*GOAL OF THE EXERCISE*: Find "Build a routing" in the data below; transcribe the line it appears on and each line after it, exactly, to the end, and nothing else.

*THE DATA*:
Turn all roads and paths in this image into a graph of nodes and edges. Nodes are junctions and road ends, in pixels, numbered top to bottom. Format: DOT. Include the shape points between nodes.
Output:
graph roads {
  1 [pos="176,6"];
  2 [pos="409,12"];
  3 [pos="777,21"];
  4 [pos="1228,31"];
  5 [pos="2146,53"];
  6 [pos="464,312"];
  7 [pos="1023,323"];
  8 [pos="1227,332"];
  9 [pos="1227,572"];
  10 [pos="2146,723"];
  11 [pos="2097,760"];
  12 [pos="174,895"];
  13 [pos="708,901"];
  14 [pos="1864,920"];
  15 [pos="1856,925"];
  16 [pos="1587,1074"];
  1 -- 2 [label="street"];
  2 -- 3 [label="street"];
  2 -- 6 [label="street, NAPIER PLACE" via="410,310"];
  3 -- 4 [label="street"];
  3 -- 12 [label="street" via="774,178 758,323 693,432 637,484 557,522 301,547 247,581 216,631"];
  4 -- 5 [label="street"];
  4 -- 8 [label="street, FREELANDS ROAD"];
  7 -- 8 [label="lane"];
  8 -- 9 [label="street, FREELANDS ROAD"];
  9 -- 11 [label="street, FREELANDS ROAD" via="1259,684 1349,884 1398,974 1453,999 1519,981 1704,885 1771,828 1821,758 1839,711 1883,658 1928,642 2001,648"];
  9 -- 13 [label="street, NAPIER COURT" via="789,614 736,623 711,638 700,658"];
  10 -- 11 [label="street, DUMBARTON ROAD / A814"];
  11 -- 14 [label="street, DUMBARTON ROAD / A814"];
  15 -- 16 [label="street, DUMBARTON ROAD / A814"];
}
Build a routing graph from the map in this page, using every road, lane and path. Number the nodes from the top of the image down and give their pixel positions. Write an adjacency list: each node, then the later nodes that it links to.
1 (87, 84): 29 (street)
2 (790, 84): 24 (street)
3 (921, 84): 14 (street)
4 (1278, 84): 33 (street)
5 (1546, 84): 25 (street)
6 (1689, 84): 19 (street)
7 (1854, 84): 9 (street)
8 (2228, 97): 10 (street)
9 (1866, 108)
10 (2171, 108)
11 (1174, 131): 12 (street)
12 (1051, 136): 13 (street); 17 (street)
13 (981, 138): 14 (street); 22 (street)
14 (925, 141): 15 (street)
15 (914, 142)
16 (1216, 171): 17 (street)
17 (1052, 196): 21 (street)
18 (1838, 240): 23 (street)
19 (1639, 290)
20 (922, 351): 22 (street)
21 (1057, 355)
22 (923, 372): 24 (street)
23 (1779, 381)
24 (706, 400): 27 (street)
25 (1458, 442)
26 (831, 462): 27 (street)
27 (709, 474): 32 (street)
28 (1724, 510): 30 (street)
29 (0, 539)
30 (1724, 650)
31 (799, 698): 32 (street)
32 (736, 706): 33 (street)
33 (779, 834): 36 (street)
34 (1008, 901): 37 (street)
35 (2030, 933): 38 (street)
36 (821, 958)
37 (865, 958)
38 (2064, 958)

*TASK SOLUTION*:
Build a routing graph from the map in this page, using every road, lane and path. Number the nodes from the top of the image down and give their pixel positions. Write an adjacency list: each node, then the later nodes that it links to.
1 (87, 84): 29 (street)
2 (790, 84): 24 (street)
3 (921, 84): 14 (street)
4 (1278, 84): 33 (street)
5 (1546, 84): 25 (street)
6 (1689, 84): 19 (street)
7 (1854, 84): 9 (street)
8 (2228, 97): 10 (street)
9 (1866, 108)
10 (2171, 108)
11 (1174, 131): 12 (street)
12 (1051, 136): 13 (street); 17 (street)
13 (981, 138): 14 (street); 22 (street)
14 (925, 141): 15 (street)
15 (914, 142)
16 (1216, 171): 17 (street)
17 (1052, 196): 21 (street)
18 (1838, 240): 23 (street)
19 (1639, 290)
20 (922, 351): 22 (street)
21 (1057, 355)
22 (923, 372): 24 (street)
23 (1779, 381)
24 (706, 400): 27 (street)
25 (1458, 442)
26 (831, 462): 27 (street)
27 (709, 474): 32 (street)
28 (1724, 510): 30 (street)
29 (0, 539)
30 (1724, 650)
31 (799, 698): 32 (street)
32 (736, 706): 33 (street)
33 (779, 834): 36 (street)
34 (1008, 901): 37 (street)
35 (2030, 933): 38 (street)
36 (821, 958)
37 (865, 958)
38 (2064, 958)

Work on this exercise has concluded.